Notably, brincidofovir is an investigative oral antiviral drug developed by Chimerix that has shown broad-spectrum antiviral activity against all five families of double-stranded DNA (dsDNA) viruses that affect humans. Unfortunately, the company’s failure to meet the primary endpoint of the Phase 3 SUPPRESS trial, after 24 weeks post the transplant, came as a big blow to its financial stability, as is evident from its dismal share price scenario.

Currently, HCTs are performed on more than 70,000 patients every year across the world, mostly to treat blood cancer or bone marrow cancer patients and sometimes to address genetic disorders.
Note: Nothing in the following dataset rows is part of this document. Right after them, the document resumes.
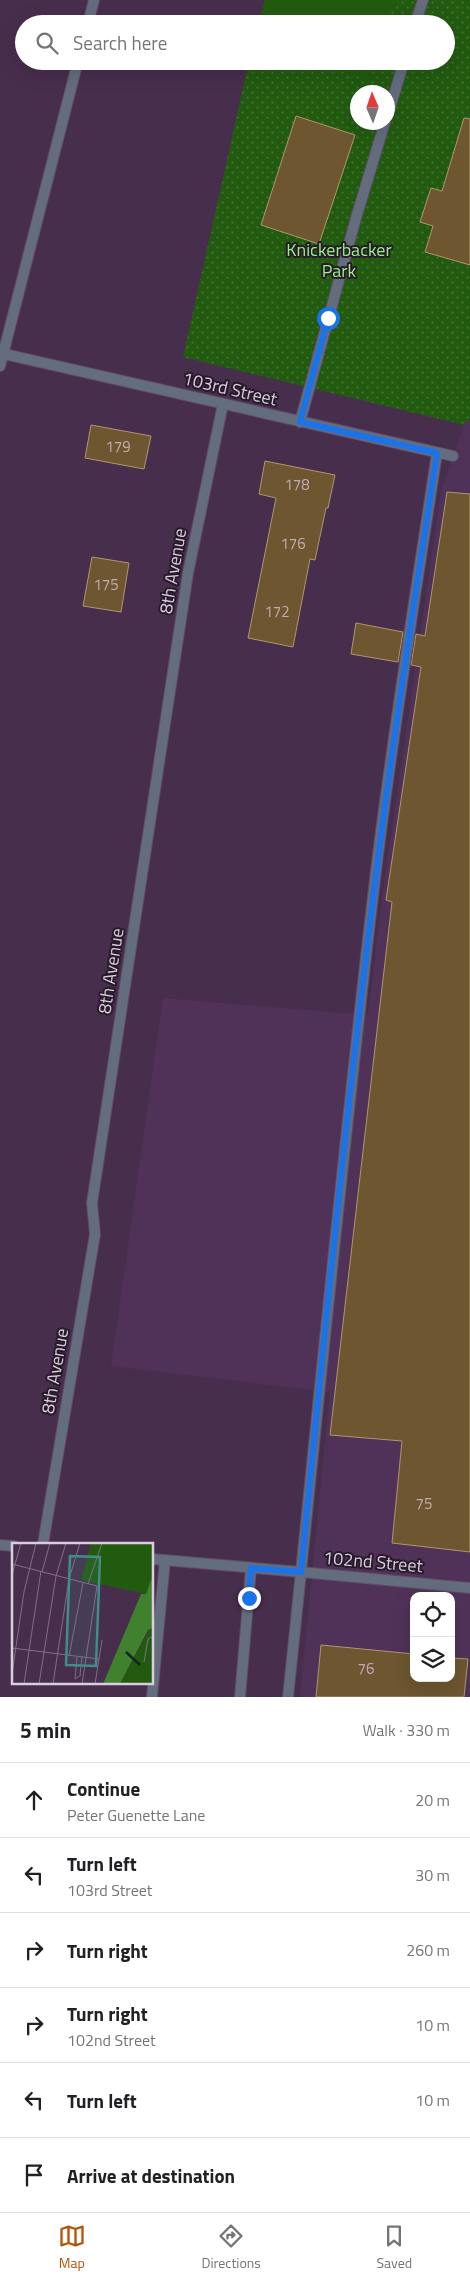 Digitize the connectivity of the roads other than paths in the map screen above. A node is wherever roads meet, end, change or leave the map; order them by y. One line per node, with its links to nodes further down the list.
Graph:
1 (94, 0): 3 (street)
2 (423, 0): 4 (street)
3 (90, 15)
4 (418, 15)
5 (76, 70): 9 (street)
6 (401, 70): 7 (street)
7 (395, 91)
8 (383, 130): 12 (street)
9 (1, 353): 10 (street); 11 (street, 103rd Street)
10 (0, 366)
11 (223, 404): 12 (street, 103rd Street); 15 (street, 8th Avenue)
12 (300, 422): 13 (street, 103rd Street)
13 (437, 453): 14 (street, 103rd Street); 19 (street)
14 (453, 456)
15 (43, 1543)
16 (154, 1559): 17 (street, 102nd Street)
17 (165, 1560): 18 (street, 102nd Street); 21 (street)
18 (251, 1568): 19 (street, 102nd Street); 24 (street)
19 (301, 1572): 20 (street, 102nd Street); 25 (street)
20 (470, 1588)
21 (154, 1676)
22 (153, 1684): 23 (street)
23 (152, 1697)
24 (240, 1697)
25 (288, 1697)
However, the chemotherapy and immune suppression treatment options associated with HCT make such patients highly vulnerable to viral, bacterial and fungal infections.

CMV infection is the most frequent viral complication that sets in after one undergoes HCT. The mortality rate for HCT patients suffering from CMV pneumonia is 50%, even after receiving aggressive treatment. This indicates the dire need of an effective therapeutic solution to treat HCT patients with CMV infection.

To date, there exists no approved therapy for the prevention of CMV in HCT patients. Naturally, there was a high stake on Chimerix’s brincidofovir drug, the success of which would have introduced a revolutionary treatment solution for CMV-affected HCT patients. Alongside, it would have improved the company’s profits from brincidofovir as well.

Per preliminary analysis, management has identified graft-versus-host-disease (GVHD) as the real cause behind the trial’s failure. The trial failed to meet its primary endpoint in CMV infection prevention as well as control of mortality rates in patients receiving brincidofovir after the 14th week, when they were took off the medication. Following the complication, physicians had to administer corticosteroids to these patients.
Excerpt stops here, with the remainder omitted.